Un altro mito è che il costume del bere sociale e pesante non sia mai esistito tra gli ebrei e perciò a essi manchi quel “tocco in più” che trasforma il bevitore sociale in alcolista. Stupidaggini. La lingua yddish ha una parola perfettamente adatta per definire “l’ubria­co”: schicker.

Quando viene usata come sostantivo (ad esempio si dice uno schicker) ogni ebreo della città saprà di che cosa state parlando!

Io penso; seriamente ora, che noi alcolisti ebrei mostriamo spesso la tendenza ad essere ipersensibili cir­ca il nostro “esser ebrei”, perciò copriamo questo con una patina di indifferenza, la famosa alzata di spalle semitica. È possibile che un tale atteggiamento tenga fuori dalla nostra Associazione più di un infelice alco­lista ebreo, per sua disgrazia e nostro danno.

Penso ora a una giovane donna che conosco, im­mersa nella tortura del bere progressivo. Sia mia mo­glie, (anch’essa in A.A.), che io, abbiamo cercato negli ultimi due anni di condurla in A.A. Le sue giustifica­zioni con noi si riassumono tutte in un unica afferma­zione “Le ragazze ebree per bene non possono essere alcoliste”.
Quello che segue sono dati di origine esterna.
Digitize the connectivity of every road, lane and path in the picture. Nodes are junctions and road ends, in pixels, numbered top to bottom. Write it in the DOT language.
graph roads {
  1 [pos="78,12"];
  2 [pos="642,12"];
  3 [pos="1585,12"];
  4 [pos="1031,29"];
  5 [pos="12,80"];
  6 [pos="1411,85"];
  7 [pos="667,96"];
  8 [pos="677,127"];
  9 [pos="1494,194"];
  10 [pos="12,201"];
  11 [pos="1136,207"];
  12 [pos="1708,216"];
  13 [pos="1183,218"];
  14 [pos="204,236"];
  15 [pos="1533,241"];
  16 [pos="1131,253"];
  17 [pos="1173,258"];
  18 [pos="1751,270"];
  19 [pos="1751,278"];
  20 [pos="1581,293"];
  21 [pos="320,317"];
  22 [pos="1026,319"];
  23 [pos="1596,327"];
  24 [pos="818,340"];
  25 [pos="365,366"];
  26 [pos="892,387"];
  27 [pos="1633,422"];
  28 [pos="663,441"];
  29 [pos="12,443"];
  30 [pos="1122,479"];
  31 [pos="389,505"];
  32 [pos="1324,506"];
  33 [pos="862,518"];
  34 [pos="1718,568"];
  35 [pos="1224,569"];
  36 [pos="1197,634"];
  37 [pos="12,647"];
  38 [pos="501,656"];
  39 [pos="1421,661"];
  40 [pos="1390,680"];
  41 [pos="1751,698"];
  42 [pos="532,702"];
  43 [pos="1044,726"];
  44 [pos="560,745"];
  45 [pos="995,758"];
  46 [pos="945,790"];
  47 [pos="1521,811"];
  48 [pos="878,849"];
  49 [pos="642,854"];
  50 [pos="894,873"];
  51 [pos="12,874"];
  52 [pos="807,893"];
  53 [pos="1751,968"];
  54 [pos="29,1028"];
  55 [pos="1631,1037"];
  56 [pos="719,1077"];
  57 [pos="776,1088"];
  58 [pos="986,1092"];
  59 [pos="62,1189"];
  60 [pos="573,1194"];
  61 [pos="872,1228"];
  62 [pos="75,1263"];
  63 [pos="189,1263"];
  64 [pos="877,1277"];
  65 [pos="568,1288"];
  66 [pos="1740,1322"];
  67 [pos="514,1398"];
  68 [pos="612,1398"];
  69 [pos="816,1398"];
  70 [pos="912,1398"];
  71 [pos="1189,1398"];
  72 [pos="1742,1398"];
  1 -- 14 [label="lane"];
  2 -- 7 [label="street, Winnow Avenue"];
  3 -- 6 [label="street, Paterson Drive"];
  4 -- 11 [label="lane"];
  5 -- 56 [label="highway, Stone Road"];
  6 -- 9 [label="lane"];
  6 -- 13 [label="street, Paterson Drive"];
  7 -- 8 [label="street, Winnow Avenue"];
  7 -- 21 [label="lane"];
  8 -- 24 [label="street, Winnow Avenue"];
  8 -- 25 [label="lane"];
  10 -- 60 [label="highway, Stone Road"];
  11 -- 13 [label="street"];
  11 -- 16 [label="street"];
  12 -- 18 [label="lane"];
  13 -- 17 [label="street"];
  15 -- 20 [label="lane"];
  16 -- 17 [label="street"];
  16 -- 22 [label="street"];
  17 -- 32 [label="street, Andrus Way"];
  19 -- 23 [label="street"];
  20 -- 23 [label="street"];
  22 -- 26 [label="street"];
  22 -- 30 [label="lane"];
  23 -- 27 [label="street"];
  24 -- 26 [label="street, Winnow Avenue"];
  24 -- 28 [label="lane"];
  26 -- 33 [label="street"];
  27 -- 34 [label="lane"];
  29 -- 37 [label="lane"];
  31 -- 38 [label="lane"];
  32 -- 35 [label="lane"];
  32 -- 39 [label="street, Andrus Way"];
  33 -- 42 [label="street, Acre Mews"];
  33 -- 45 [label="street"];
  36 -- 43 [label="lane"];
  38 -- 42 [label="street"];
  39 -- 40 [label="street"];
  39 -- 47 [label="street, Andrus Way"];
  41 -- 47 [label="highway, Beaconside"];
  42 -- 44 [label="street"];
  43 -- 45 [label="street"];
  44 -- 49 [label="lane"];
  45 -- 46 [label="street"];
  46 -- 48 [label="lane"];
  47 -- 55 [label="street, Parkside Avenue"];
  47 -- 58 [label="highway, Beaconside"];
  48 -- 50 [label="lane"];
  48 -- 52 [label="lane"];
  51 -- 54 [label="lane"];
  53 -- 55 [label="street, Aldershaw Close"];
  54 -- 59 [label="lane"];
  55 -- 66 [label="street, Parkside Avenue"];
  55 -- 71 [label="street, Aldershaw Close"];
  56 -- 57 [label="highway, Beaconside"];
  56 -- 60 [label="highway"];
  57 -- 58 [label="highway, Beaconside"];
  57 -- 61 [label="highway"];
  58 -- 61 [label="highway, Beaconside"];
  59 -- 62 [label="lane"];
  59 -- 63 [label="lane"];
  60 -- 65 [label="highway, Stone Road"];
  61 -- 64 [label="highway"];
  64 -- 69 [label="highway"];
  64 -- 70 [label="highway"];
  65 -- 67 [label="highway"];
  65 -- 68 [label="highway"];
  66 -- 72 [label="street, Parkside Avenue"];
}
Forse, Ruth, molte ragazze ebree per bene non so­no alcoliste, ma neanche lo sono dei “ragazzi ebrei per bene”, delle “ragazze luterane per bene”, delle “ra­gazze metodiste per bene”, delle “ragazze italiane

per bene”, o meglio solo “delle ragazze per bene”. Non c’è alcuna rispettabilità in alcun alcolista che

sia in preda ditale malattia. In A.A. non ci importa quanto “per bene” ritieni di essere, se sei ebrea, cri­stiana, musulmana, o niente. E vero, noi terminiamo la gran parte delle nostre riunioni col Padre Nostro, ma nemmeno gli atei presenti si oppongono di solito a questa formalità. Il conduttore domanda di solito, “Chi lo desidera, vuole unirsi a me nel Padre Nostro?”.

Quando bevevo non ero nè ebreo, ne americano, e neppure un uomo. Ero solo un ubriaco, insensibile e senza amore, rispettoso di nessuno e di niente, men che meno di me stesso.

No, Ruth “non c’è bisogno di essere ebrea” ma forse la cosa ti aiuta. In fondo aiutò me ad accettare il fatto di far parte di due gruppi di minoranza, e a es­sere sobrio oggi, grazie al Dio dei miei padri e grazie alle persone di tutti i generi che ci sono in Alcolisti Anonimi.